Endoscopic duodenal appearance.

Fig. 2.

a Duodenal biopsy with villous atrophy. ×100. b Immunostaining with retention of CD3. ×100. c Immunostaining with loss of CD8. ×100.

Fig. 3.

a Mesenteric angiogram demonstrating bleeding from jejunal branches. b Coiling of bleeding branches.

Discussion

CD is a T-cell mediated reversible enteropathy induced by ingestion of gluten with a significant intestinal injury. CD is associated with a doubling of non-Hodgkin lymphoma (NHL) risk, with an OR of 2.1. The OR for diffuse large B-cell lymphoma is 2.8 in contrast to an OR of 17 for T-cell lymphoma [1].

RCD is a subset of the disease, which is characterised by a continuous gluten independent immune response that does not respond to standard treatment with a GFD [2]. RFD is typically divided into 2 subgroups – RCDI and RCDII, differentiated by the presence or absence of abnormal IELs on mucosal biopsy [3]. In RCDI, the IEL phenotype is normal, whereas the abnormal phenotype in RCDII is supported by the loss of normal surface markers CD3, CD4, and CD8 with preserved expression of intracytoplasmic CD3.

Progress to EATL occurs in 60–80% of RCDII sufferers within 5 years [4]. Survival rates for patients with EATL are low, at 11–20% at 5 years [4]. However, non-intestinal B-cell and T-cell NHL together constitute the majority of CD-associated malignant lymphomas [5]. “Naked” budesonide, as used in this case, assists with the enteric delivery of an active steroid, rather than standard steroid formulations and can be utilised initially to manage the disease. Autologous stem cell treatment is now the standard of care in patients with RCDII to prevent progression [6]. Mesenchymal stem cell infusions and calamine (anti-IL-15) are newer experimental modalities being tried [7]. On the other hand, RCDI is managed with immunosuppressive therapy, such as prednisolone/budesonide in combination with azathioprine.

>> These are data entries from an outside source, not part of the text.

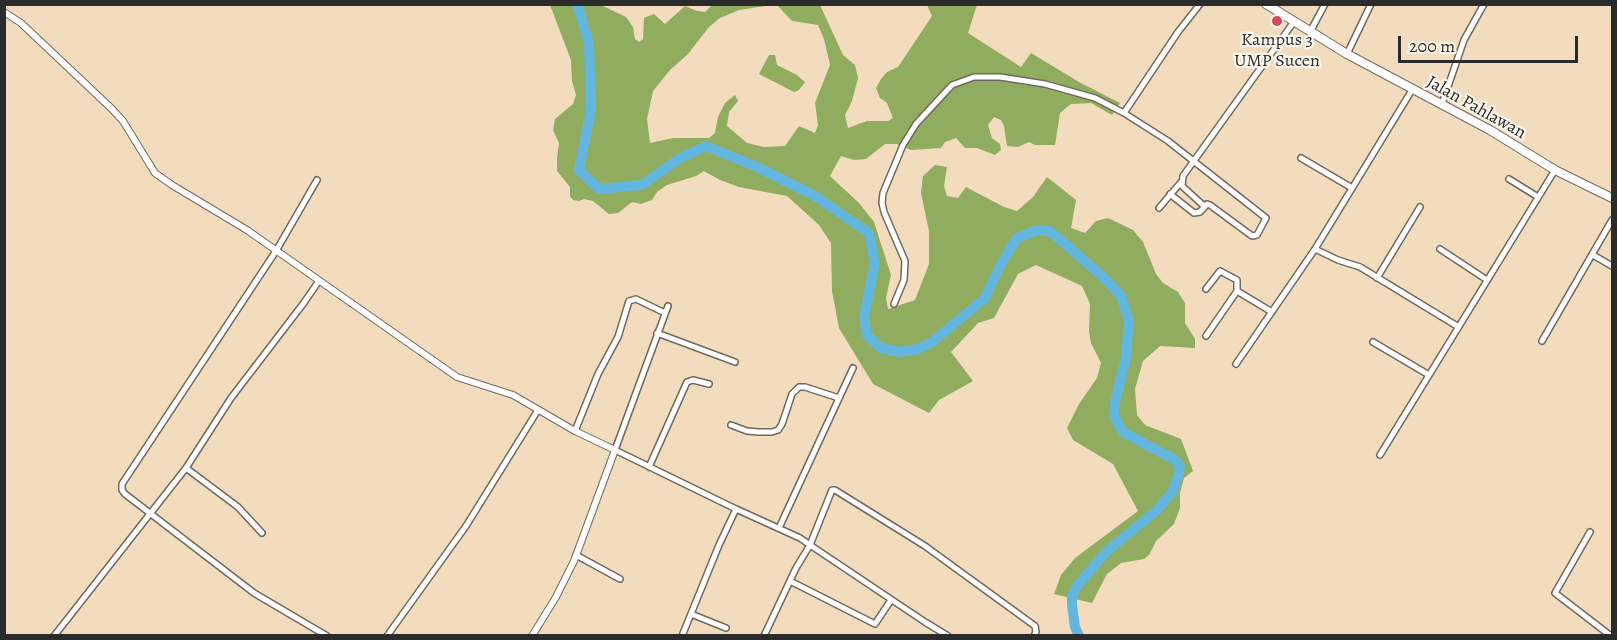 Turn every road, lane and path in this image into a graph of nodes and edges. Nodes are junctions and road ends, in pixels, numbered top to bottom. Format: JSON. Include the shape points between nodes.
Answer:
{"nodes":[{"id":1,"x":1200,"y":4,"type":"edge"},
{"id":2,"x":1266,"y":4,"type":"edge"},
{"id":3,"x":1325,"y":4,"type":"edge"},
{"id":4,"x":1371,"y":4,"type":"edge"},
{"id":5,"x":1484,"y":4,"type":"edge"},
{"id":6,"x":4,"y":12,"type":"edge"},
{"id":7,"x":1293,"y":23,"type":"junction"},
{"id":8,"x":1310,"y":33,"type":"junction"},
{"id":9,"x":1347,"y":54,"type":"junction"},
{"id":10,"x":1412,"y":90,"type":"junction"},
{"id":11,"x":1442,"y":104,"type":"junction"},
{"id":12,"x":1124,"y":113,"type":"junction"},
{"id":13,"x":1301,"y":158,"type":"dead end"},
{"id":14,"x":1193,"y":161,"type":"junction"},
{"id":15,"x":1555,"y":170,"type":"junction"},
{"id":16,"x":1509,"y":179,"type":"dead end"},
{"id":17,"x":317,"y":180,"type":"dead end"},
{"id":18,"x":1182,"y":181,"type":"junction"},
{"id":19,"x":1352,"y":189,"type":"junction"},
{"id":20,"x":1170,"y":194,"type":"junction"},
{"id":21,"x":1538,"y":197,"type":"junction"},
{"id":22,"x":1612,"y":198,"type":"edge"},
{"id":23,"x":1204,"y":207,"type":"junction"},
{"id":24,"x":1420,"y":207,"type":"dead end"},
{"id":25,"x":1160,"y":208,"type":"dead end"},
{"id":26,"x":1612,"y":220,"type":"edge"},
{"id":27,"x":1315,"y":249,"type":"junction"},
{"id":28,"x":1440,"y":249,"type":"dead end"},
{"id":29,"x":276,"y":251,"type":"junction"},
{"id":30,"x":1593,"y":255,"type":"junction"},
{"id":31,"x":1612,"y":266,"type":"edge"},
{"id":32,"x":1377,"y":278,"type":"junction"},
{"id":33,"x":1487,"y":280,"type":"junction"},
{"id":34,"x":319,"y":281,"type":"junction"},
{"id":35,"x":1206,"y":289,"type":"dead end"},
{"id":36,"x":1237,"y":291,"type":"junction"},
{"id":37,"x":894,"y":304,"type":"dead end"},
{"id":38,"x":668,"y":306,"type":"dead end"},
{"id":39,"x":1272,"y":312,"type":"junction"},
{"id":40,"x":665,"y":313,"type":"junction"},
{"id":41,"x":1457,"y":326,"type":"junction"},
{"id":42,"x":657,"y":333,"type":"junction"},
{"id":43,"x":1206,"y":336,"type":"dead end"},
{"id":44,"x":1542,"y":341,"type":"dead end"},
{"id":45,"x":1373,"y":342,"type":"dead end"},
{"id":46,"x":735,"y":362,"type":"dead end"},
{"id":47,"x":1236,"y":364,"type":"dead end"},
{"id":48,"x":853,"y":368,"type":"dead end"},
{"id":49,"x":1429,"y":375,"type":"junction"},
{"id":50,"x":709,"y":384,"type":"dead end"},
{"id":51,"x":839,"y":398,"type":"junction"},
{"id":52,"x":538,"y":410,"type":"junction"},
{"id":53,"x":731,"y":425,"type":"dead end"},
{"id":54,"x":575,"y":431,"type":"junction"},
{"id":55,"x":615,"y":450,"type":"junction"},
{"id":56,"x":1380,"y":455,"type":"dead end"},
{"id":57,"x":649,"y":467,"type":"junction"},
{"id":58,"x":186,"y":468,"type":"junction"},
{"id":59,"x":736,"y":509,"type":"junction"},
{"id":60,"x":152,"y":513,"type":"junction"},
{"id":61,"x":779,"y":528,"type":"junction"},
{"id":62,"x":1590,"y":532,"type":"dead end"},
{"id":63,"x":262,"y":533,"type":"dead end"},
{"id":64,"x":810,"y":545,"type":"junction"},
{"id":65,"x":576,"y":555,"type":"junction"},
{"id":66,"x":620,"y":579,"type":"dead end"},
{"id":67,"x":790,"y":581,"type":"junction"},
{"id":68,"x":891,"y":600,"type":"junction"},
{"id":69,"x":691,"y":614,"type":"junction"},
{"id":70,"x":726,"y":628,"type":"dead end"},
{"id":71,"x":767,"y":634,"type":"edge"},
{"id":72,"x":54,"y":636,"type":"edge"},
{"id":73,"x":327,"y":636,"type":"edge"},
{"id":74,"x":387,"y":636,"type":"edge"},
{"id":75,"x":532,"y":636,"type":"edge"},
{"id":76,"x":682,"y":636,"type":"edge"},
{"id":77,"x":948,"y":636,"type":"edge"},
{"id":78,"x":1034,"y":636,"type":"edge"},
{"id":79,"x":1611,"y":636,"type":"edge"}],
"edges":[{"from":1,"to":12,"type":"street"},
{"from":2,"to":7,"type":"main road","name":"Jalan Pahlawan"},
{"from":3,"to":8,"type":"street"},
{"from":4,"to":9,"type":"street"},
{"from":5,"to":11,"type":"street","via":[[1464,40]]},
{"from":6,"to":29,"type":"street","via":[[21,23],[112,109],[155,172]]},
{"from":7,"to":8,"type":"main road","name":"Jalan Pahlawan"},
{"from":7,"to":14,"type":"street"},
{"from":8,"to":9,"type":"main road","name":"Jalan Pahlawan"},
{"from":9,"to":10,"type":"main road","name":"Jalan Pahlawan"},
{"from":10,"to":11,"type":"main road","name":"Jalan Pahlawan"},
{"from":10,"to":19,"type":"street"},
{"from":11,"to":15,"type":"main road","name":"Jalan Pahlawan"},
{"from":12,"to":14,"type":"street"},
{"from":12,"to":37,"type":"street","via":[[1095,98],[1045,84],[974,77],[952,85],[916,124],[884,193],[884,212],[905,261],[904,280]]},
{"from":13,"to":19,"type":"street"},
{"from":14,"to":18,"type":"street"},
{"from":14,"to":23,"type":"street","via":[[1266,218],[1255,237],[1210,205]]},
{"from":15,"to":21,"type":"street"},
{"from":15,"to":22,"type":"main road","name":"Jalan Pahlawan"},
{"from":16,"to":21,"type":"street"},
{"from":17,"to":29,"type":"street"},
{"from":18,"to":20,"type":"street"},
{"from":18,"to":23,"type":"street"},
{"from":19,"to":27,"type":"street"},
{"from":20,"to":23,"type":"street","via":[[1194,213]]},
{"from":20,"to":25,"type":"street"},
{"from":21,"to":33,"type":"street"},
{"from":24,"to":32,"type":"street"},
{"from":26,"to":30,"type":"street"},
{"from":27,"to":32,"type":"street"},
{"from":27,"to":39,"type":"street"},
{"from":28,"to":33,"type":"street"},
{"from":29,"to":34,"type":"street"},
{"from":29,"to":60,"type":"street","via":[[122,484],[125,494]]},
{"from":30,"to":31,"type":"street"},
{"from":30,"to":44,"type":"street"},
{"from":32,"to":41,"type":"street"},
{"from":33,"to":41,"type":"street"},
{"from":34,"to":52,"type":"street","via":[[457,377],[513,395]]},
{"from":34,"to":58,"type":"street","via":[[231,398]]},
{"from":35,"to":36,"type":"street","via":[[1220,271],[1237,280]]},
{"from":36,"to":39,"type":"street"},
{"from":36,"to":43,"type":"street"},
{"from":38,"to":40,"type":"street"},
{"from":39,"to":47,"type":"street"},
{"from":40,"to":42,"type":"street"},
{"from":40,"to":54,"type":"street","via":[[636,299],[629,301],[618,337]]},
{"from":41,"to":49,"type":"street"},
{"from":42,"to":46,"type":"street"},
{"from":42,"to":55,"type":"street"},
{"from":45,"to":49,"type":"street"},
{"from":48,"to":51,"type":"street"},
{"from":49,"to":56,"type":"street"},
{"from":50,"to":57,"type":"street","via":[[687,382]]},
{"from":51,"to":53,"type":"street","via":[[799,387],[792,394],[778,429],[747,431]]},
{"from":51,"to":61,"type":"street"},
{"from":52,"to":54,"type":"street"},
{"from":52,"to":74,"type":"street","via":[[466,526]]},
{"from":54,"to":55,"type":"street"},
{"from":55,"to":57,"type":"street"},
{"from":55,"to":65,"type":"street"},
{"from":57,"to":59,"type":"street"},
{"from":58,"to":60,"type":"street"},
{"from":58,"to":63,"type":"street","via":[[238,507]]},
{"from":59,"to":61,"type":"street"},
{"from":59,"to":69,"type":"street"},
{"from":60,"to":72,"type":"street"},
{"from":60,"to":73,"type":"street","via":[[254,593]]},
{"from":61,"to":64,"type":"street"},
{"from":62,"to":79,"type":"street","via":[[1555,593]]},
{"from":64,"to":67,"type":"street"},
{"from":64,"to":68,"type":"street"},
{"from":64,"to":78,"type":"street","via":[[830,492],[835,490],[926,546],[1035,626]]},
{"from":65,"to":66,"type":"street"},
{"from":65,"to":75,"type":"street"},
{"from":67,"to":68,"type":"street","via":[[875,624]]},
{"from":67,"to":71,"type":"street"},
{"from":68,"to":77,"type":"street"},
{"from":69,"to":70,"type":"street"},
{"from":69,"to":76,"type":"street"}]}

Our case is unusual in the development of metachronous lymphomas at 2 different locations. He initially appears to have had a responsive disease when he had a non-intestinal T-cell lymphoma, not typical EATL, and only in the terminal phase did he have evidence of refractory coeliac/ulcerative jejunitis with additional post-mortem diagnosis of axillary lymph node T-cell lymphoma. However, there is always a possibility that given the multifocal nature of the condition, his RCD might have been missed at the index gastroscopy. So, in summary, the unique features and teaching points of this case are the occurrences of 2 different metachronous lymphomas in 1 patient. We need to be cognizant of the need to look for RCDII if patients with the coeliac disease develop non-GI lymphoma disease. Also, RCDII has significant morbidity in its own right due to bleeding and malabsorption; so, early referral for autologous stem cell transplant is mandatory. However, due to the rarity of the disorder, further large-scale studies are needed, and multi-centre cooperation will be essential to achieve meaningful results.

Statement of Ethics

The authors have no ethical conflicts to disclose.

Disclosure Statement

No financial disclosures for any of the authors.